Having to consider who's touched the packaging of whatever you're about to eat. Who's touched the door handle you're about to use.
 

version

Who loves ya, baby?
I feel this is as applicable to coronavirus as it is to the ongoing protest movements,

... the American future lies in the routing of all available definitions of freedom through the ever-narrowing channel of security. His is a magisterial vision of a republic fashioned, top to bottom, on the model of a never-ending war waged against elements internal to the nation. Given the provenance of so many of these tactics in scenes of imperial conflict—from Southeast Asia to Latin America to the Middle East—you could do worse than to think of this as a dream of perpetual counterinsurgency, brought back to what we have for some time now been calling the Homeland. That dream nourishes itself even now—as surely you know—in places such as Portland, Louisville, Minneapolis, and Kenosha.
 

luka

Well-known member
Staff member
There's no cases in lots of England, as far as I know, eg Doncaster.
 

luka

Well-known member
Staff member
the anxiety is not even particularly low level if you ask me
I've found it containable for the most part. Couple of wobbly moments during lockdown. But I'd rather it disappeared entirely
 

version

Who loves ya, baby?
But read it today, in the midst of our own fever dream of penal sociality, and you are liable to be taken aback by the clarity of its insistence that a style of carceral fanaticism—a making over of everyday life into the image of perpetual security crisis—is no less a signature of the thing we call neoliberalism than are manic privatization, oligarchic dominion, and the total absorption of public life into market imperatives.
 

version

Who loves ya, baby?
I found just how quickly masks became merchandise for musicians etc completely horrifying and still do.
 

luka

Well-known member
Staff member
I do feel sorry for all the young people who've had their dreams cancelled. Like, let's imagine, for example, a desperately poor coal miners daughter from a poor country who worked as a child prostitute to get through night school and won a scholarship to Havard and now she can't take it up cos of coronavirus.

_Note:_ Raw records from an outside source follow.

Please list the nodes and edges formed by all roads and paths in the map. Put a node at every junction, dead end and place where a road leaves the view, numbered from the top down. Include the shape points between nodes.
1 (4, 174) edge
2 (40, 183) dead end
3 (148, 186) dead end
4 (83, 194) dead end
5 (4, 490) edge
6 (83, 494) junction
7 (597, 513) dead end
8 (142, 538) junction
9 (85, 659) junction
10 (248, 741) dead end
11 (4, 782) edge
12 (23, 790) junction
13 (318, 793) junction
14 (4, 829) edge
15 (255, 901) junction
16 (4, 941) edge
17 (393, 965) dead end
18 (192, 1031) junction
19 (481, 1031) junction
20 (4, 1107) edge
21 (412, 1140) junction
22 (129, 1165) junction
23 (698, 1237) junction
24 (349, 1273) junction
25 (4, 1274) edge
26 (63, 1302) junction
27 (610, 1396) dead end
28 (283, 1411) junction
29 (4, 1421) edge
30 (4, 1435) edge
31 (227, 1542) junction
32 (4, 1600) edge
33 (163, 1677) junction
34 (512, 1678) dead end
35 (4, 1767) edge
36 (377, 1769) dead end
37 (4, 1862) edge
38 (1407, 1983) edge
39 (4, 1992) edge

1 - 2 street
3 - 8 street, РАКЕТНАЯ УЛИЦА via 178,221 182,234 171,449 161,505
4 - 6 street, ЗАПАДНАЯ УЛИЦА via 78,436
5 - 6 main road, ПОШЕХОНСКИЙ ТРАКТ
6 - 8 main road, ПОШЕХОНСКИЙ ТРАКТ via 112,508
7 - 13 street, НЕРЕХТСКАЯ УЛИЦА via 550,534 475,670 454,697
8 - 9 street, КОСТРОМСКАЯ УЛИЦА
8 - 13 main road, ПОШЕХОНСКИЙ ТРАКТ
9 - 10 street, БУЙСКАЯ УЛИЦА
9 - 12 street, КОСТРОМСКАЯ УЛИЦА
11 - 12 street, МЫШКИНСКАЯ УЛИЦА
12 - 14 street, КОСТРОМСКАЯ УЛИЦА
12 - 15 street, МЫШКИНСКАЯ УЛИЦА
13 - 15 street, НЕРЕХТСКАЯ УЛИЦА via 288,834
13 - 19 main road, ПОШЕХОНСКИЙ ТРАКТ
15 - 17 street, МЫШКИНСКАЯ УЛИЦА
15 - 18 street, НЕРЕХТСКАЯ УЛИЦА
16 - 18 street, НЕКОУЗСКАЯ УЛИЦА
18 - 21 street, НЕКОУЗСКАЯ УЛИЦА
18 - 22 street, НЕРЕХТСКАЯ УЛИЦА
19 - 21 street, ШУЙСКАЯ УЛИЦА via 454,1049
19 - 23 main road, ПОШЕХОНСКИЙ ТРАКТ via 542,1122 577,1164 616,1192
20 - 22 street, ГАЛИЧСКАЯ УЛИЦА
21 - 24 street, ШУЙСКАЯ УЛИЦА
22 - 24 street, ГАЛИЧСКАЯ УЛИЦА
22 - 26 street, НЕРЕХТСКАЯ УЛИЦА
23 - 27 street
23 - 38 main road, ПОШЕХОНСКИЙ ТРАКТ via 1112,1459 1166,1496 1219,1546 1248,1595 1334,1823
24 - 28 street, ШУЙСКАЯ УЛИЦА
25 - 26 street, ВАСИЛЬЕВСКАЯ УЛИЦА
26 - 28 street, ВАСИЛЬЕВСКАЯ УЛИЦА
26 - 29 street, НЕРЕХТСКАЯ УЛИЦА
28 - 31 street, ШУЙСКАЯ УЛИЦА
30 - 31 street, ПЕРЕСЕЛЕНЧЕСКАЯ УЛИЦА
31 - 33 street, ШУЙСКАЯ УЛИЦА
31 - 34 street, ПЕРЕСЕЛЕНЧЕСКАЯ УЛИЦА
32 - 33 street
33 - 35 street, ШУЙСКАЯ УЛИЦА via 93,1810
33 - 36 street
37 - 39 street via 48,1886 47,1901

There must be millions of similar really sad stories.
 

Linebaugh

Well-known member
Not that the virus hasn't left its mark, but if I was inclined I could live in a way almost indistinguishable from pre covid times. I have some friends on social that are going out to packed bars every weekend.
 

version

Who loves ya, baby?
I could be well into my 30s by the time things start getting back to normal, if they ever do. Scary thought.